Aitana-2B-S

Table of Contents

Click to expand

Model description

Aitana-2B-S is a generative language model with a decoder-only architecture. This model has been trained based on Salamandra-2B, using data in Valencian to achieve greater representation of this minority language, which is very similar to Catalan. This model has been continuously pre-trained for two epochs, processing 2.12 billion tokens throughout the training process. Due to the data sources used, the political and administrative domains are highly present in the model's register. The data has also been anonymised during pre-processing to avoid training with data that could violate people's privacy.

This model is based on Salamandra-2B as the basis for training and uses the same tokenizer.

Intended uses and limitations

Aitana-2B-S is a base model that can be used for causal language modeling, it can be used as is for text generation, although fine/instruction-tuning on specific tasks is recommended for its final use.

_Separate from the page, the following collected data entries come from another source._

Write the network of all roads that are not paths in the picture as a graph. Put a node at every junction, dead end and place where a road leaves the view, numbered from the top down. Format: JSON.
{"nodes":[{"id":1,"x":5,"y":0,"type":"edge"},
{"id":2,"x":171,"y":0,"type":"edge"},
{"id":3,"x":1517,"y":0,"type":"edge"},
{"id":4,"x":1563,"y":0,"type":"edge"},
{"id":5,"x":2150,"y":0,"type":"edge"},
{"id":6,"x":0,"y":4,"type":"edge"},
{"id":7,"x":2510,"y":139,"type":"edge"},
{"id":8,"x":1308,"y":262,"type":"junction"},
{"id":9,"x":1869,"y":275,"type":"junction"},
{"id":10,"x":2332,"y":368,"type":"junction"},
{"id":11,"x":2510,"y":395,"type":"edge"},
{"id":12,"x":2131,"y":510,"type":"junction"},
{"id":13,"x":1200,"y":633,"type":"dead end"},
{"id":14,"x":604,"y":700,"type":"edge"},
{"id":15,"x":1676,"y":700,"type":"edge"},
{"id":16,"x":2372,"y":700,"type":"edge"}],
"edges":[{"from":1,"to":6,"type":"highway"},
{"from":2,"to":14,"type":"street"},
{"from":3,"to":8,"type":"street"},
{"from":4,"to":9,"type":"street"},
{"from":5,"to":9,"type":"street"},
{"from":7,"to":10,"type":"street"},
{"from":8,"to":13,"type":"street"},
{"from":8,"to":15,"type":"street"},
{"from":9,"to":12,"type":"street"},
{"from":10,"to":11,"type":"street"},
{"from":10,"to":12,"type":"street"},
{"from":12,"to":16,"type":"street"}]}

This language model has been trained with data in a formal register, namely related to the administrative and political domain, so it is expected that using it in text-generation tasks will produce text in this same format.

How to use

import torch
from transformers import pipeline, AutoTokenizer, AutoModelForCausalLM
input_text = "Les corts valencianes han pres la decisió de"
model_id  = "gplsi/Aitana-2B-S"
tokenizer = AutoTokenizer.from_pretrained(model_id)
generator = pipeline(
    "text-generation",
    model=model_id,
    tokenizer=tokenizer,
    torch_dtype=torch.bfloat16,
    trust_remote_code=True,
    device_map="auto",
)
generation = generator(
    input_text,
    do_sample=True,
    top_k=10,
    eos_token_id=tokenizer.eos_token_id,
)
print(f"Result: {generation[0]['generated_text']}")

Training

Training data

The training corpus has been obtained using web scraping on public data from different sources such as the Official Gazette of the University of Alicante (BOUA), the Official Gazette of the Generalitat Valenciana (DOGV) and accurate data provided by the Valencian Courts (DSCV and DSCCV). Giving a total of 1.304 million tokens, according to the following table.

Dataset Language Total Sentences Total Words Total Numbers Other Symbols Unique Words Total Tokens Average sentence Length Average Word Length
BOUA va 0.606M 12.355M 0.488M 0.055M 0.211M 12.899M 21.27 4.89
DOGCV va 4.569M 50.566M 6.339M 0.613M 17.436M 57.517M 12.59 4.68
DOGV va 18.598M 311.380M 24.138M 2.731M 11.416M 338.250M 18.19 4.88
DSCCV va 2.353M 46.116M 0.554M 2.352m 5.031M 46.672M 19.84 4.56
DSCV va 1.646M 32.496M 0.433M 1.427m 3.796M 32.930M 20.01 4.65
UN va 0.394M 12.289M 0.253M 0.015M 0.533M 12.556M 31.86 4.86
VJ va 0.913M 23.594M 0.466M 23.314m 0.849M 24.084M 26.39 4.57

Several of the downloaded sources have already been used in the Meta-Llama-3-8B training, so the date of data collection for the previous model has been taken into account and those web pages have been scraped from that date.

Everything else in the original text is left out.